10,000 years ago the Earth had to sustain just a few million people. Today, 7 ½ billion people live on this planet. By 2050, that figure is expected to reach 10 billion. This situation is not sustainable and serious discussions about population sustainability need to be had.
Please note that when I talk about population sustainability, I mean on the individual level. I am not speaking in favour here of force by law or government. China’s historic one child policy had lasting negative consequences and is not something we should emulate. Nor do I speak as someone who dislikes children or from not wanting children myself.
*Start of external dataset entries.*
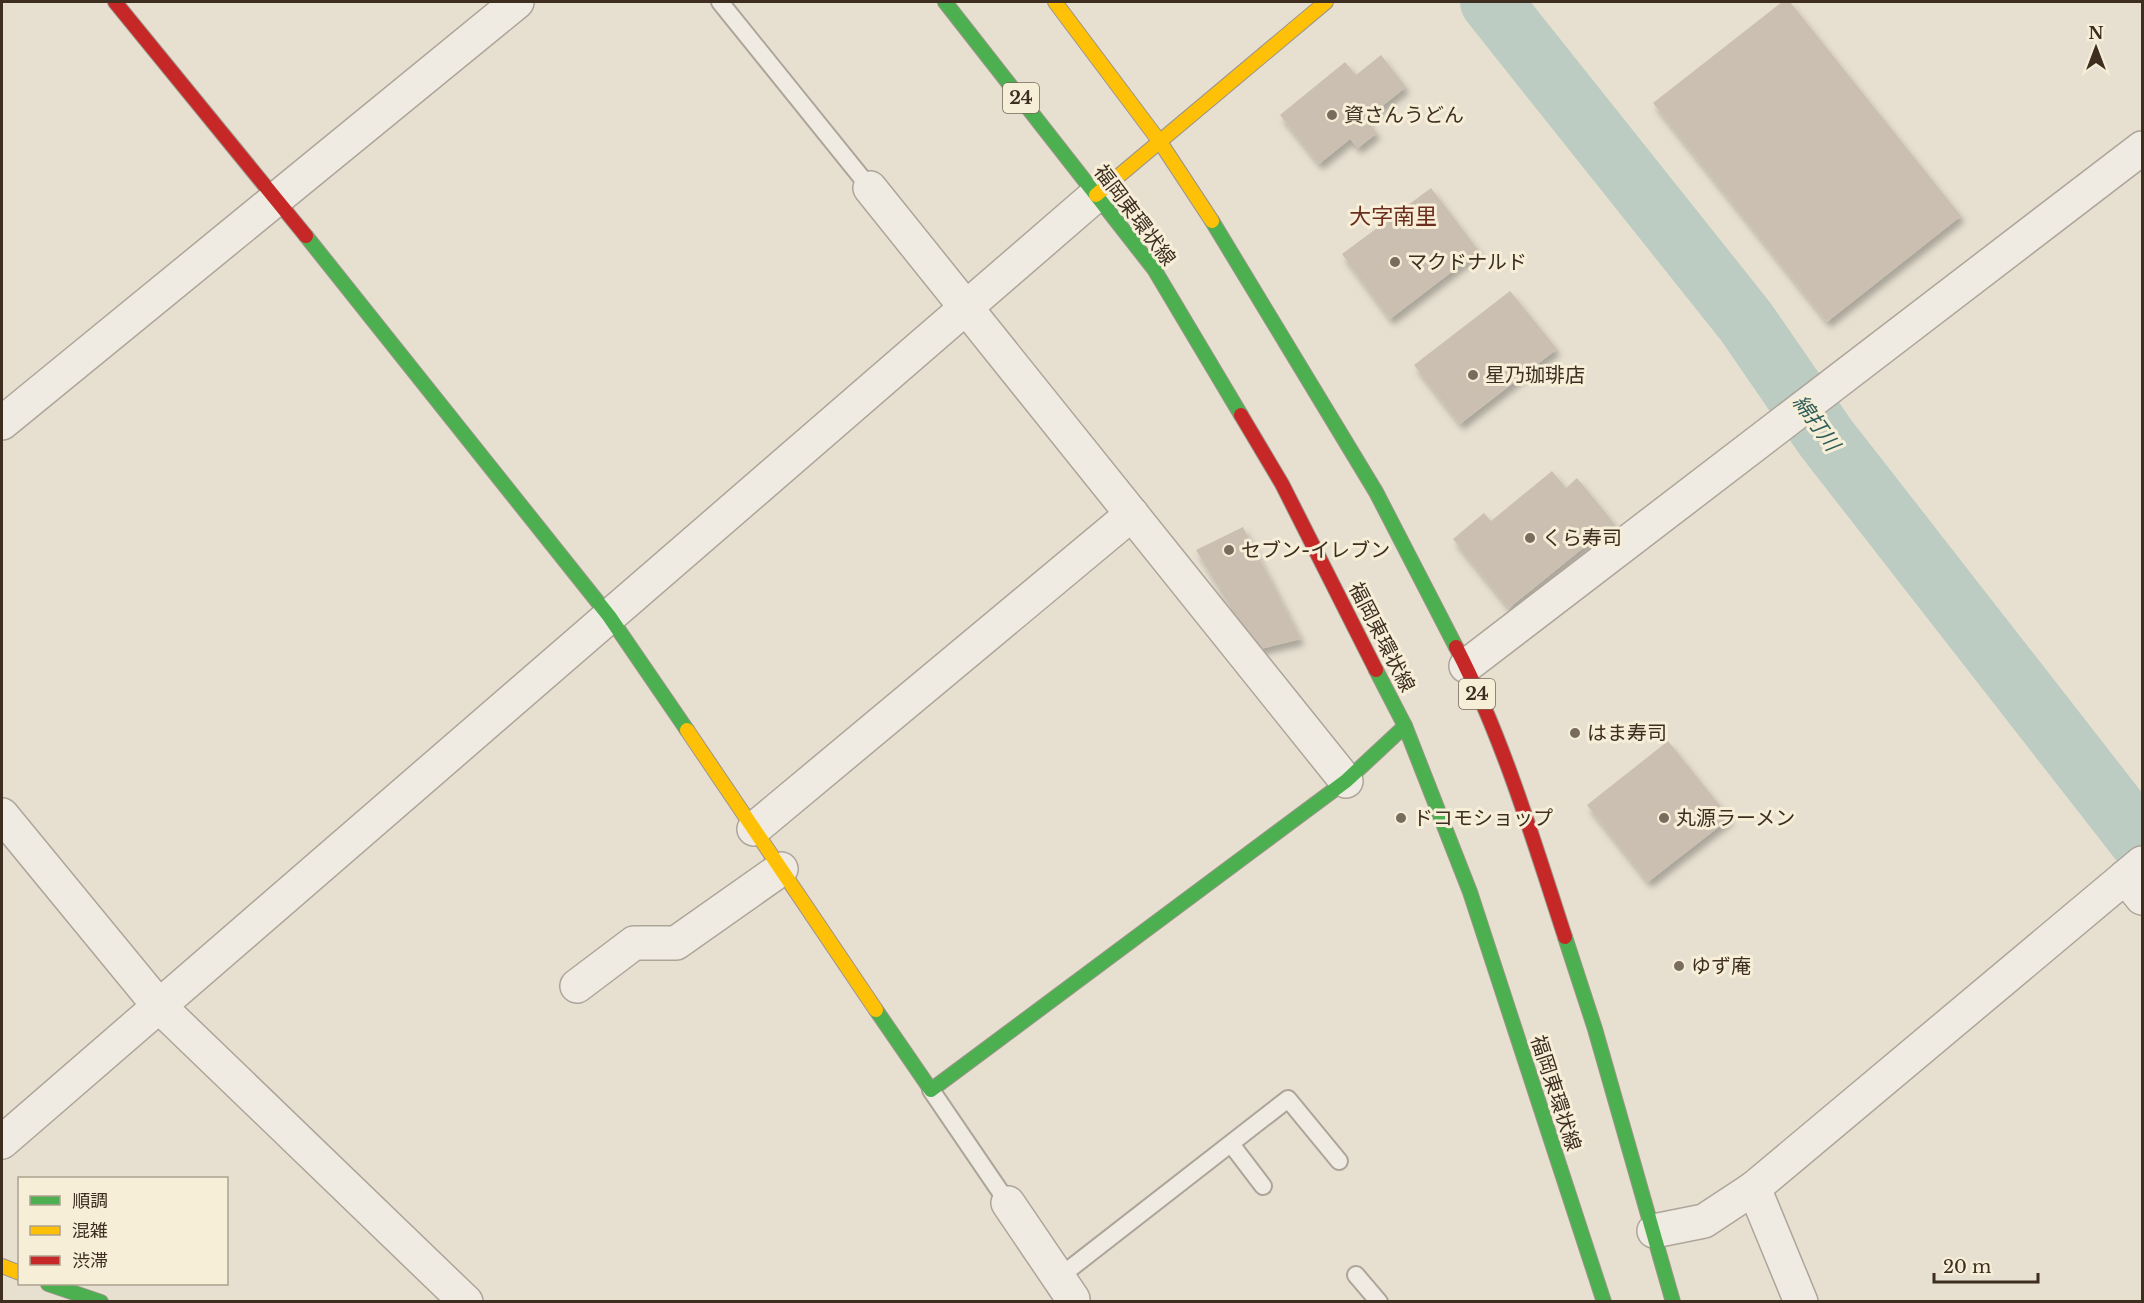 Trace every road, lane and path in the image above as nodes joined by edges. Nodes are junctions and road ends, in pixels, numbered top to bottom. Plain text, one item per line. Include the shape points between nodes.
1 (116, 2) edge
2 (517, 2) edge
3 (720, 2) edge
4 (945, 2) edge
5 (1055, 2) edge
6 (1326, 2) edge
7 (1160, 142) junction
8 (2142, 148) edge
9 (870, 188) joint
10 (1096, 195) junction
11 (276, 198) junction
12 (966, 307) junction
13 (2, 423) edge
14 (1132, 514) junction
15 (609, 616) junction
16 (1466, 666) junction
17 (1405, 726) junction
18 (1346, 781) junction
19 (2, 815) edge
20 (754, 830) junction
21 (781, 869) junction
22 (2137, 879) edge
23 (578, 986) dead end
24 (159, 1006) junction
25 (931, 1090) junction
26 (2, 1142) edge
27 (1231, 1144) junction
28 (1340, 1161) dead end
29 (1263, 1186) dead end
30 (1754, 1188) junction
31 (1008, 1203) joint
32 (1654, 1231) junction
33 (2, 1266) edge
34 (18, 1273) edge
35 (1356, 1275) dead end
36 (51, 1285) edge
37 (1069, 1295) edge
38 (1603, 1301) edge
39 (101, 1302) edge
40 (466, 1302) edge
41 (1379, 1302) edge
42 (1673, 1302) edge
43 (1801, 1302) edge

1 - 11 main road
2 - 11 street
3 - 9 lane
4 - 10 main road, 福岡東環状線 / 24
5 - 7 main road, 24
6 - 7 main road
7 - 10 main road
7 - 16 main road, 24 via 1224,239 1376,492
8 - 16 street
9 - 12 street
10 - 12 street
10 - 17 main road, 福岡東環状線 / 24 via 1154,269 1282,484
11 - 13 street
11 - 15 main road
12 - 14 street
12 - 15 street
14 - 18 street
14 - 20 street
15 - 20 main road
15 - 24 street
16 - 32 main road, 24 via 1540,860
17 - 18 main road
17 - 38 main road, 福岡東環状線 / 24 via 1470,892
18 - 25 main road
19 - 24 street
20 - 21 main road
21 - 23 street via 676,943 634,943
21 - 25 main road
22 - 30 street
24 - 26 street
24 - 40 street
25 - 31 lane
27 - 28 lane via 1288,1099
27 - 29 lane
27 - 37 lane
30 - 32 street via 1704,1221
30 - 43 street
31 - 37 street
32 - 42 main road, 24
33 - 34 main road
35 - 41 lane
36 - 39 main road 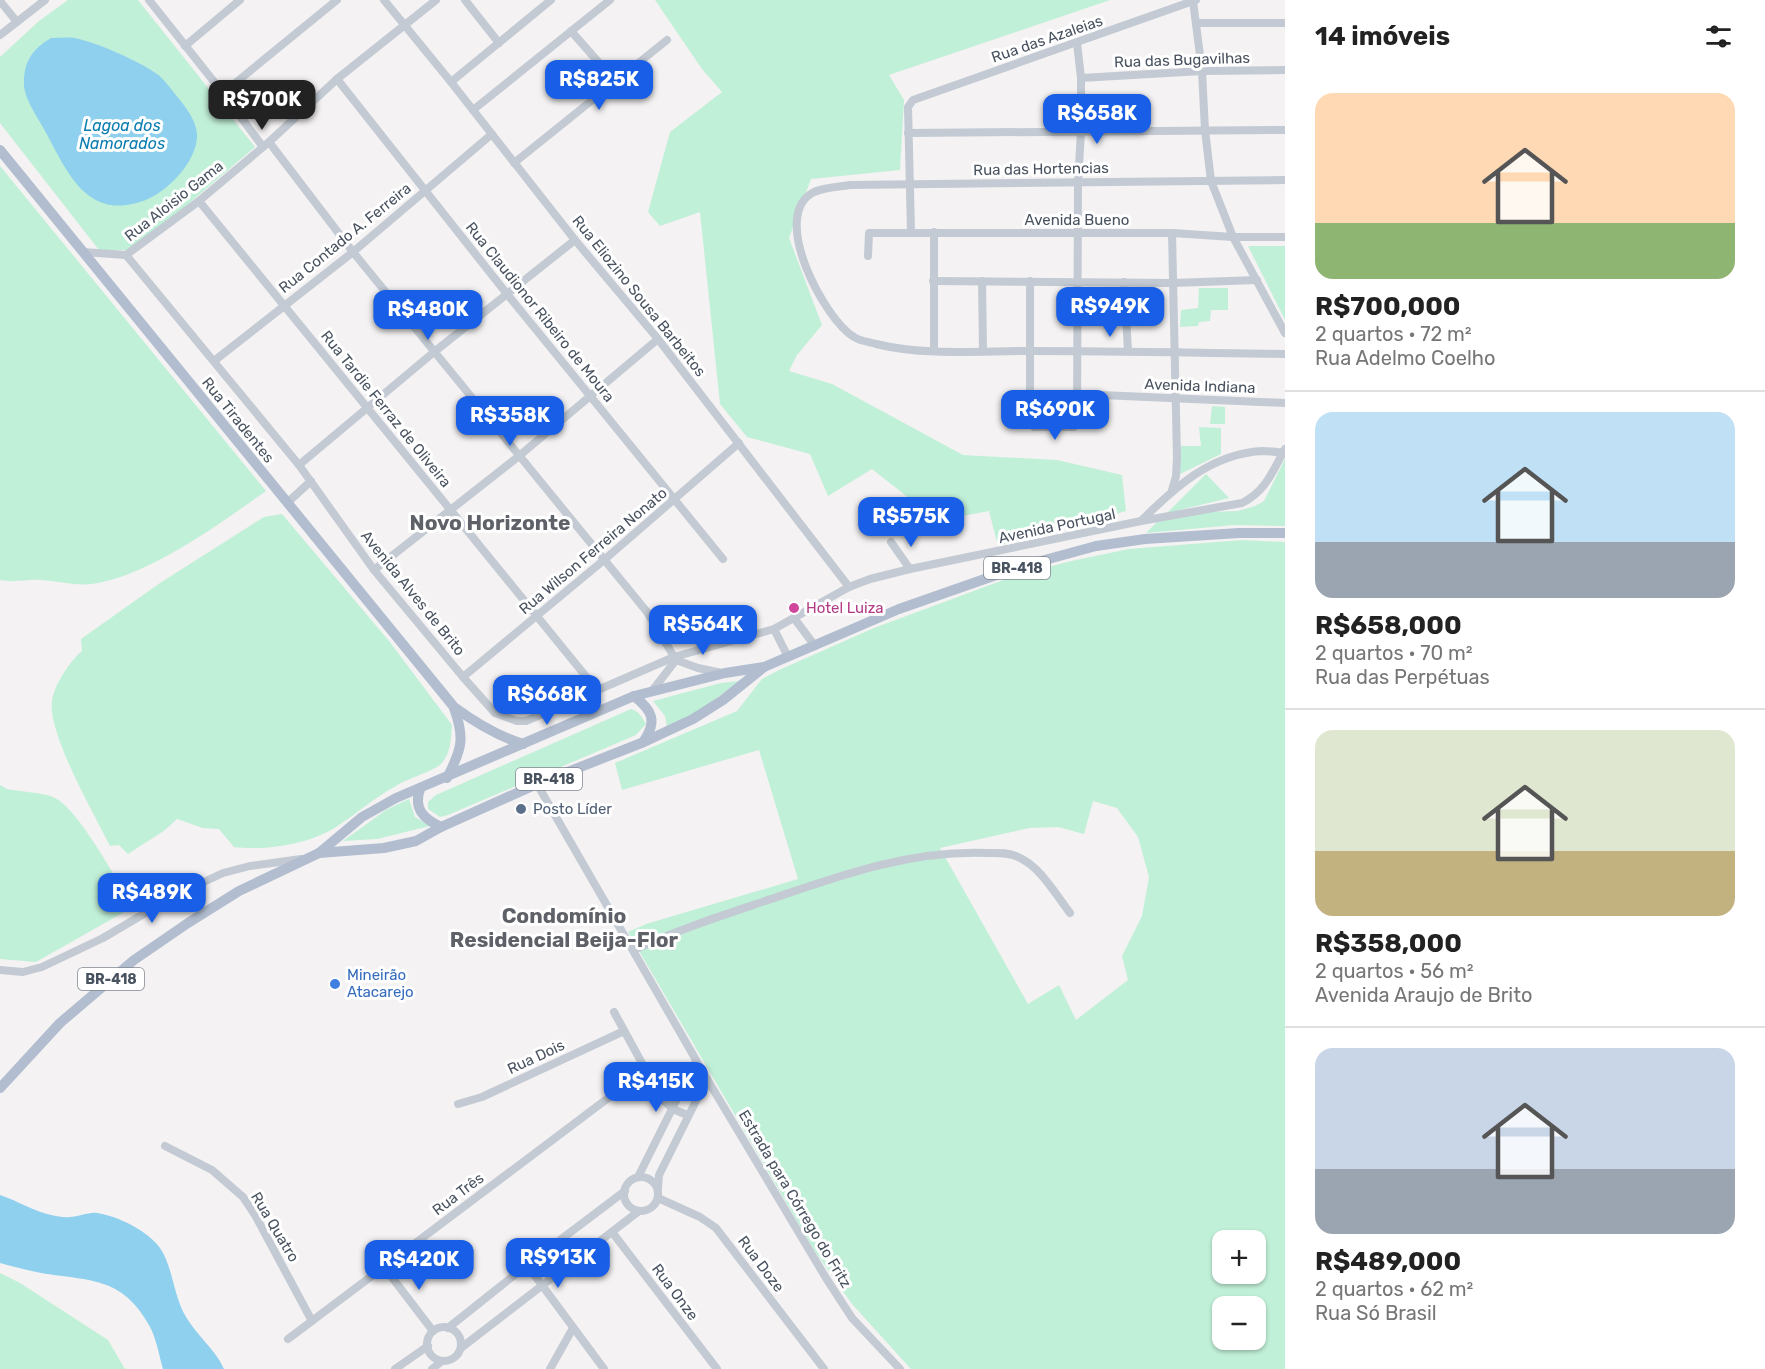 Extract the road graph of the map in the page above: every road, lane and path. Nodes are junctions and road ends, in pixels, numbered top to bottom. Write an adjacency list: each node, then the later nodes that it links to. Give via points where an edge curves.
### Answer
1 (45, 0): 12 (street)
2 (149, 0): 21 (street)
3 (240, 0): 21 (street)
4 (337, 0): 28 (street)
5 (384, 0): 15 (street, Rua Eliozino Sousa Barbeitos)
6 (436, 0): 15 (street, Rua Aloisio Gama)
7 (465, 0): 19 (street)
8 (610, 0): 16 (street)
9 (0, 1): 12 (street)
10 (1195, 1): 13 (street); 20 (street, Rua das Azaleias)
11 (546, 2): 19 (street)
12 (17, 22): 17 (street)
13 (1197, 23): 14 (street); 23 (street)
14 (1285, 23)
15 (404, 26): 25 (street, Rua Aloisio Gama); 26 (street, Rua Eliozino Sousa Barbeitos)
16 (571, 31): 27 (street); 29 (street)
17 (0, 35)
18 (667, 40): 27 (street)
19 (499, 43): 26 (street)
20 (1077, 44): 24 (street); 33 (street, Rua das Azaleias, via 913,100 908,106)
21 (185, 46): 28 (street)
22 (1285, 70): 23 (street, Rua das Bugavilhas)
23 (1202, 71): 24 (street, Rua das Bugavilhas); 30 (street)
24 (1081, 78): 32 (street)
25 (337, 80): 35 (street, Rua Aloisio Gama); 42 (street, Rua Claudionor Ribeiro de Moura)
26 (451, 81): 29 (street, Rua Eliozino Sousa Barbeitos)
27 (615, 81): 37 (street)
28 (223, 93): 35 (street)
29 (473, 110): 34 (street, Rua Eliozino Sousa Barbeitos)
30 (1205, 130): 31 (street); 32 (street); 39 (street)
31 (1285, 130)
32 (1081, 132): 33 (street); 40 (street)
33 (908, 133): 41 (street)
34 (492, 134): 37 (street, Rua Eliozino Sousa Barbeitos); 42 (street, Rua Contado A. Ferreira)
35 (266, 145): 43 (street, Rua Aloisio Gama); 52 (street)
36 (0, 150): 51 (main road, Rua Tiradentes)
37 (514, 163): 50 (street, Rua Eliozino Sousa Barbeitos)
38 (1285, 180): 39 (street, Rua das Hortencias)
39 (1211, 181): 40 (street, Rua das Hortencias); 48 (street)
40 (1078, 182): 41 (street, Rua das Hortencias); 46 (street)
41 (909, 185): 44 (street); 66 (street, Rua das Hortencias, via 879,184 813,193 803,204 796,230 807,271 842,327 855,338 875,344)
42 (426, 191): 52 (street, Rua Contado A. Ferreira); 62 (street, Rua Claudionor Ribeiro de Moura)
43 (199, 201): 53 (street, Rua Aloisio Gama); 63 (street, Rua Tardie Ferraz de Oliveira)
44 (910, 232): 45 (street, Avenida Bueno); 54 (street, Avenida Bueno, via 869,233)
45 (934, 232): 46 (street, Avenida Bueno); 56 (street)
46 (1078, 233): 47 (street, Avenida Bueno); 59 (street)
47 (1172, 233): 48 (street, Avenida Bueno); 61 (street)
48 (1233, 237): 49 (street, Avenida Bueno); 55 (street)
49 (1285, 237)
50 (575, 240): 62 (street); 65 (street, Rua Eliozino Sousa Barbeitos)
51 (83, 252): 53 (street, Rua Aloisio Gama); 87 (main road, Rua Tiradentes)
52 (353, 252): 63 (street, Rua Contado A. Ferreira); 71 (street)
53 (126, 255): 74 (street, Avenida Alves de Brito)
54 (868, 256)
55 (1257, 280): 61 (street); 64 (street)
56 (933, 281): 57 (street); 66 (street)
57 (982, 281): 58 (street); 67 (street)
58 (1030, 281): 59 (street); 68 (street)
59 (1078, 281): 60 (street); 69 (street)
60 (1124, 282): 61 (street); 70 (street)
61 (1173, 283): 72 (street)
62 (507, 294): 71 (street); 76 (street, Rua Claudionor Ribeiro de Moura)
63 (283, 305): 74 (street, Rua Contado A. Ferreira); 79 (street, Rua Tardie Ferraz de Oliveira)
64 (1285, 333)
65 (658, 339): 76 (street); 80 (street, Rua Eliozino Sousa Barbeitos)
66 (934, 351): 67 (street)
67 (982, 351): 68 (street)
68 (1030, 351): 69 (street); 75 (street, via 1030,423 1034,427 1074,427)
69 (1078, 351): 70 (street); 75 (street)
70 (1128, 351): 72 (street)
71 (434, 352): 79 (street); 82 (street)
72 (1175, 352): 73 (street); 77 (street)
73 (1285, 354)
74 (214, 361): 83 (street, Avenida Alves de Brito)
75 (1077, 394): 77 (street, Avenida Indiana)
76 (591, 397): 82 (street); 86 (street, Rua Claudionor Ribeiro de Moura)
77 (1175, 398): 78 (street, Avenida Indiana); 85 (street, via 1177,459)
78 (1285, 403)
79 (366, 409): 83 (street); 88 (street, Rua Tardie Ferraz de Oliveira)
80 (739, 442): 86 (street, Rua Wilson Ferreira Nonato); 96 (street, Rua Eliozino Sousa Barbeitos)
81 (1284, 452): 85 (street, via 1255,452 1225,459 1203,468); 89 (street, Avenida Portugal, via 1265,485 1242,503)
82 (519, 456): 88 (street); 93 (street)
83 (299, 465): 84 (street, Avenida Alves de Brito)
84 (311, 482): 87 (street); 95 (street, Avenida Alves de Brito)
85 (1172, 490): 89 (street)
86 (675, 499): 92 (street, Rua Claudionor Ribeiro de Moura); 93 (street, Rua Wilson Ferreira Nonato)
87 (287, 503): 109 (main road, Rua Tiradentes)
88 (452, 510): 95 (street); 97 (street, Rua Tardie Ferraz de Oliveira)
89 (1141, 521): 94 (street, Avenida Portugal)
90 (1285, 533): 100 (main road, BR-418, via 1188,535 1096,546 972,582)
91 (891, 542): 94 (street)
92 (723, 559)
93 (604, 560): 97 (street, Rua Wilson Ferreira Nonato); 102 (street, via 647,612)
94 (910, 569): 96 (street, Avenida Portugal)
95 (374, 570): 105 (street, Avenida Alves de Brito)
96 (849, 587): 98 (street, Avenida Alves de Brito)
97 (538, 616): 105 (street, Rua Wilson Ferreira Nonato); 106 (street, Rua Tardie Ferraz de Oliveira)
98 (794, 618): 99 (street, Avenida Alves de Brito); 100 (street)
99 (774, 629): 101 (street); 102 (street, Avenida Alves de Brito)
100 (815, 646): 101 (main road, BR-418)
101 (788, 657): 103 (main road, BR-418)
102 (675, 659): 104 (street); 106 (street, Avenida Alves de Brito); 107 (street)
103 (764, 667): 104 (main road, BR-418); 110 (main road, BR-418, via 693,719)
104 (725, 673): 107 (main road, BR-418)
105 (463, 677): 106 (street, Avenida Alves de Brito, via 495,713 517,721 526,721)
106 (597, 690)
107 (652, 691): 108 (main road, BR-418)
108 (634, 696): 110 (main road, via 650,712 652,721); 111 (main road, BR-418)
109 (454, 707): 111 (main road, Rua Tiradentes, via 483,727); 112 (main road, Rua Tiradentes, via 461,728 461,745)
110 (644, 742): 113 (main road, BR-418)
111 (523, 744): 112 (main road, BR-418)
112 (447, 778): 114 (main road, BR-418)
113 (537, 784): 115 (main road, BR-418); 118 (street, Estrada para Córrego do Fritz)
114 (420, 789): 115 (main road, via 416,799 419,809); 116 (main road, BR-418, via 362,818)
115 (441, 827): 116 (main road, BR-418, via 416,841)
116 (313, 856): 119 (street, via 223,873 42,967 23,972); 125 (main road, BR-418, via 239,891 134,960 60,1023)
117 (1070, 913): 118 (street, via 1039,873 1019,857 943,854 855,870 692,925)
118 (634, 950): 122 (street, Estrada para Córrego do Fritz)
119 (0, 970)
120 (614, 1012): 121 (street)
121 (624, 1031): 123 (street); 126 (street, Rua Dois, via 482,1097)
122 (696, 1060): 124 (street, Estrada para Córrego do Fritz); 127 (street)
123 (644, 1071): 127 (street); 136 (street, Rua Três)
124 (707, 1079): 128 (street); 152 (street, Estrada para Córrego do Fritz, via 852,1318)
125 (0, 1088)
126 (458, 1104)
127 (673, 1109): 128 (street); 130 (street)
128 (687, 1115): 132 (street, via 659,1175)
129 (165, 1146): 138 (street, Rua Quatro, via 212,1170 243,1197)
130 (638, 1177): 131 (street); 132 (street, via 649,1179)
131 (625, 1191): 133 (street, via 627,1203); 135 (street)
132 (658, 1193): 133 (street, via 653,1206); 151 (street, Rua Doze, via 716,1228)
133 (639, 1210): 134 (street)
134 (612, 1232): 137 (street); 150 (street, Rua Onze)
135 (527, 1265): 137 (street); 139 (street)
136 (384, 1267): 138 (street, Rua Três); 141 (street)
137 (541, 1286): 140 (street); 144 (street)
138 (312, 1321): 142 (street, Rua Três)
139 (448, 1328): 141 (street); 144 (street, via 458,1335)
140 (573, 1328): 148 (street); 149 (street)
141 (434, 1331): 143 (street)
142 (288, 1339)
143 (428, 1346): 145 (street, via 434,1357); 146 (street)
144 (460, 1348): 145 (street, via 456,1356)
145 (442, 1361): 147 (street)
146 (395, 1369)
147 (432, 1369)
148 (550, 1369)
149 (604, 1369)
150 (717, 1369)
151 (824, 1369)
152 (900, 1369)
Every women, worldwide, should have access to the information, rights and freedom of choice and medical services to allow them to make their own decision about whether they want to have a family, and then whether or not they want a small or large family. Naturally, planning and what actually happens are not always the same thing. As someone who is married to a twin and who has experienced miscarriage, I know that you can easily find yourself with fewer or more children than expected.
Population Matters (www.populationmatters.org) is a charity that today encourages people everywhere to consider not having children. If a child free life is not for you, they urge people to consider adoption first, caring for children already living and in need of a loving home. If you decide you do want your own biological children, they encourage people to limit their family to one or two children.
Not having children is the most environmentally friendly thing a person can do. In an article published in the Guardian last year, Damian Carrington argued that the most effective way to reduce your carbon footprint over your lifetime is to avoid having children. Having one fewer child saves an estimated 58.6 tonnes of CO2-equivalent per year, whilst living car free saves as estimated 2.4 tonnes.
It’s not wrong to have children. However, when family planning, thought and consideration needs to go to whether and why you want children, whether adoption is something you can consider, and then to the size of the family.